Sergeant WA went back to his normal duties and appellee was escorted to the unit supply room by SSG IH. Upon arrival at the supply room, SSG IH asked the supply sergeant to check the camera against the property book. Appellee then handed the camera to the supply sergeant, but before the check could be made, appellee stated that the camera belonged to the unit and that he had intended to borrow it for the weekend. Appellee also told the supply sergeant that he had other camera accessories belonging to the unit in his POV. Appellee went back out to the car and retrieved a camera lens and storage device, 1 and gave them to the supply sergeant.

When the company leadership was informed, the military police (MPs) were called. Sometime later, but shortly after their arrival, the MPs requested consent from appellee for a search of his POV. Appellee provided a written consent form.

1 This object is referred to in the record variously as an “SD card,” a “storage disk,” or a “flash memory card chip.” For consistency, we will refer to this item as a “storage device” throughout this opinion.

2 WILSON—ARMY MISC 20140386

The written form included the language, “[t]his written permission is given to the undersigned [military police investigator] freely, voluntarily, and without threat or promises of any kind. I understand that this consent can be retracted at any time.” The subsequent search of appellee’s POV revealed drug paraphernalia containing marijuana residue.

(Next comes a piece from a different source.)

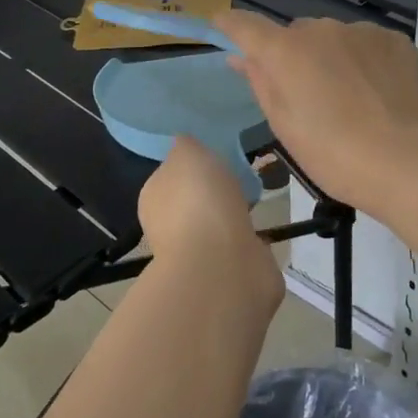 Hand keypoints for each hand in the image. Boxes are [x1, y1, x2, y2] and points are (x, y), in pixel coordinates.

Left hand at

Appellate Exhibit III, the military judge’s five-page “Findings and Conclusions re: Defense Motion to Suppress Evidence,” is attached hereto as Appendix A.

II. LAW AND DISCUSSION

A. Jurisdiction

Article 62, UCMJ, states, inter alia:

(a)(1) In a trial by court-martial in which a military judge presides and in which a punitive discharge may be adjudged, the United States may appeal the following (other than an order or ruling that is, or that amounts to, a finding of not guilty with respect to the charge or specification):

(A) An order or ruling of the military judge which terminates the proceedings with respect to a charge or specification.

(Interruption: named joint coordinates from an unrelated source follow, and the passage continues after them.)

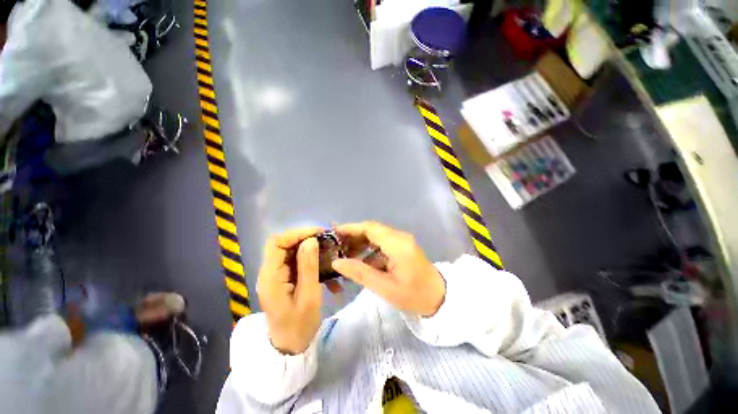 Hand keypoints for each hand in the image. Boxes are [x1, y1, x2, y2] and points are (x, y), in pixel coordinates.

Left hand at [257, 227, 322, 354]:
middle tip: (328, 242)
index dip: (296, 234)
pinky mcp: (286, 281)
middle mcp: (270, 273)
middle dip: (307, 240)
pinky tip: (328, 275)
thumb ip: (308, 267)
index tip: (318, 234)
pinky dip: (313, 264)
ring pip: (293, 253)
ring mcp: (278, 277)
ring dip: (313, 252)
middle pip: (285, 246)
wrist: (290, 349)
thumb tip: (311, 240)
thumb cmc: (299, 326)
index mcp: (270, 277)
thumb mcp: (308, 296)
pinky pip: (299, 265)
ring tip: (331, 256)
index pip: (276, 243)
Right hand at [332, 222, 445, 316]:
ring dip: (361, 242)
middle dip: (354, 235)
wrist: (440, 297)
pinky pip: (383, 243)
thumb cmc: (414, 295)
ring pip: (377, 235)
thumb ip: (360, 273)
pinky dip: (370, 249)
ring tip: (345, 253)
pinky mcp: (403, 246)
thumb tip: (337, 262)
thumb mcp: (385, 288)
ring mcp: (402, 241)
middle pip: (372, 229)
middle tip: (337, 244)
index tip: (334, 232)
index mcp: (397, 244)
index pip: (370, 228)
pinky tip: (361, 261)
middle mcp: (400, 237)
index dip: (351, 228)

(B) An order or ruling which excludes evidence that is substantial proof of a fact material in the proceeding.

Here, the military judge’s ruling has formally excluded “evidence that is substantial proof of a fact material in the proceeding.” UCMJ art. 62(a)(1)(B). This court, therefore, has jurisdiction.

B. Standards of Review

When acting on interlocutory appeals pursuant to Article 62, UCMJ, this court may act “only with respect to matters of law” and we may not substitute our own fact finding. United States v. Cossio, 64 M.J. 254, 256 (C.A.A.F. 2007).

We review the facts under a clearly erroneous standard and conclusions of law de novo. United States v. Cohen, 63 M.J. 45, 49 (C.A.A.F. 2006) (citing United States v. Swift, 53 M.J. 439, 446 (C.A.A.F. 2000)).

3 WILSON—ARMY MISC 20140386

We review a military judge’s ruling on a motion to suppress for abuse of discretion. United States v. Rodriguez, 60 M.J. 239, 246 (C.A.A.F. 2004). “A military judge abuses his discretion when: (1) the findings of fact upon which he predicates his ruling are not supported by the evidence of record; (2) if incorrect legal principles were used; or (3) if his application of the correct legal principles to the facts is clearly unreasonable.” United States v. Ellis, 68 M.J. 341, 344 (C.A.A.F. 2010) (citing United States v. Mackie, 66 M.J. 198, 199 (C.A.A.F. 2008)).

C. Discussion

1. Statements by the Appellee

Military Rule of Evidence [hereinafter Mil. R.